Your workaround is good enough for debugging, isn’t it?
This is exactly what the “Data-Driven testing” feature of Katalon Studio is meant for. You assign a “Data File” to a Test Suite. Katalon Studio automatically iterate over the rows of data while calling a Test Case with Variables supplied from the data rows.
The test has been running for 5 days so it did almost half of my data.
Based on previous result it would process 1 data iteration at around 30 seconds and there was some overhead in the other activity.
It would most likely yield ~2600/day which would be close to where I notice to the number KS froze. The application I’m testing was still responding. just a simple way of ruling out that the application it is testing was not working. It was running on my physical machine so I do check it every 2 hours when I’m working. I saw it frozen the first day in the morning (happened on my night time).
It is possible that there is a memory leak somewhere since I check that when I start my KS, it only uses around 1.4 GB. By the time froze, it uses around 2 GB(after 5 days). The code does open/close but I might need a try catch in there just to be defensive.
Doing it by 100 will have no problem.
Also, as an observation, I’m seeing that KS will use around 1.2 GB when you start up. Doing nothing, in 10 minutes it will grow to 1.4 GB(no tests running). I don’t know if it feature in KS (delayed loading or something).

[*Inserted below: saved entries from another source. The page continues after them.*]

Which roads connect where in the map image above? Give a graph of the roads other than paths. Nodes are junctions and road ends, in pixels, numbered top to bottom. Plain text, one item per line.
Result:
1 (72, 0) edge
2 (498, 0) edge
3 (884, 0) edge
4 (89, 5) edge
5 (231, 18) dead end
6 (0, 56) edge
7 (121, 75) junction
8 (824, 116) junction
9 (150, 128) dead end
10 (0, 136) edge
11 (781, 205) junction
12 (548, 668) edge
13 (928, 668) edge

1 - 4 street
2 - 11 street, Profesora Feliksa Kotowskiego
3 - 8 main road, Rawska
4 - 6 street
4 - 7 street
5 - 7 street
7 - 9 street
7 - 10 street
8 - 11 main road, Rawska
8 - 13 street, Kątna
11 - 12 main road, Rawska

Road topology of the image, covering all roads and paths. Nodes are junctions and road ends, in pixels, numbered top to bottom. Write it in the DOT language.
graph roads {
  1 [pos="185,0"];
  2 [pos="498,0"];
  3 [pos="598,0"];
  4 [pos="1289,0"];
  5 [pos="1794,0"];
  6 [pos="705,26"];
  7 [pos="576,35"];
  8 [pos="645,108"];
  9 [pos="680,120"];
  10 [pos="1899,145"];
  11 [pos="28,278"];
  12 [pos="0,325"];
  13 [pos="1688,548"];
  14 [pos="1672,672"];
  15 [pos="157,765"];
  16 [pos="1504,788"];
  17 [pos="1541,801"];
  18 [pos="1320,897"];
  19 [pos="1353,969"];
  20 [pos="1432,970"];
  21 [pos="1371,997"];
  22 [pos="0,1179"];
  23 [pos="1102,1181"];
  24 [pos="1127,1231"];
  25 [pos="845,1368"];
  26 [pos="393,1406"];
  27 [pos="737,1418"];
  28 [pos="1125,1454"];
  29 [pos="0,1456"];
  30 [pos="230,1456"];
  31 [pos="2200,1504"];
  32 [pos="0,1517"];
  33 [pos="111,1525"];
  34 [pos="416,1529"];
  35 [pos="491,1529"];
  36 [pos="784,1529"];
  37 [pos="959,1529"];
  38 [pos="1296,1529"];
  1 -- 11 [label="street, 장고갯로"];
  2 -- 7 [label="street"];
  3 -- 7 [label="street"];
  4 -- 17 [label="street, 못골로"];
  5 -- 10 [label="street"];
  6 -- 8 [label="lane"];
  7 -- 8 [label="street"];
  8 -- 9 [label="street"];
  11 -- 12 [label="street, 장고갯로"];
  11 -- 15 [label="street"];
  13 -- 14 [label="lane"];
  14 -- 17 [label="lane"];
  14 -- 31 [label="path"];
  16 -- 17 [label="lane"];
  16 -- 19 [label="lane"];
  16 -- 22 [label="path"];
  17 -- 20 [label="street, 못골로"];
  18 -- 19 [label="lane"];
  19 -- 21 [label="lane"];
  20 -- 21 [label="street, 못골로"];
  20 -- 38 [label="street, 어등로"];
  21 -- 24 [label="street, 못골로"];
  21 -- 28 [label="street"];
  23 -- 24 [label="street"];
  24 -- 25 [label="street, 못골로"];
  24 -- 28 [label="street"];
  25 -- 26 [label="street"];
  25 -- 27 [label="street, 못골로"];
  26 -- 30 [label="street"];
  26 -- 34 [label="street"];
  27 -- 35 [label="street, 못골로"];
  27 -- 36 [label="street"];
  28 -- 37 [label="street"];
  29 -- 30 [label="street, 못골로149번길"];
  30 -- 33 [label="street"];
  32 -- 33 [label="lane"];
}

In the katalon.ini file (it is located in the Katalon Studio’s installation directory), you can specify JavaVM parameter -Xmx. With it you can allocate larger maximum heap size. The following is my case on Mac where the default value of -Xmx is 2048 megabytes = 2GB.
Memory leak, if any, is caused by your own test scripts; you should not doubt Katalon Studio. You should check your code more carefully.
I guess, your test script does not properly close() the network resources (OutputStream, InputStream). Are you sure that your test script explicitly calls .close() for WinSocket API?
If your code forget closing network resources appropriately, the Java Garbage Collector will not be able to free the memory resources used as buffer for network I/O.
In my previous Java project, I have ever experienced a Memory-leak stuff.
My application called javax.imageio.ImageIO.read(File) and javax.imageio.ImageIO.write(File) hundreds of times, that raised memory usage to the maximum specified by -Xmx. My app ran very slow, Garbage Collection ran frequently but GC was unable to free the heap. In the end, my app looked frozen.
The cause was that javax.imageio.ImageIO.read(File) and javax.imageio.ImageIO.write(File) does NOT implicitly perform “close()” operation for i/o streams. These methods leaves network resources (OutputStream, InputStream) unclosed. This API were not meant for repetitive use.
So, I changed my code to use javax.imageio.ImageIO.read(InputStream) and javax.imageio.ImageIO.write(OutputStream), and explicitly close the InputStream/OutputStream as soon as done.
By this change, the memory-leaky behaviour in my app disappeared. My application run far faster with minimum memory foot print.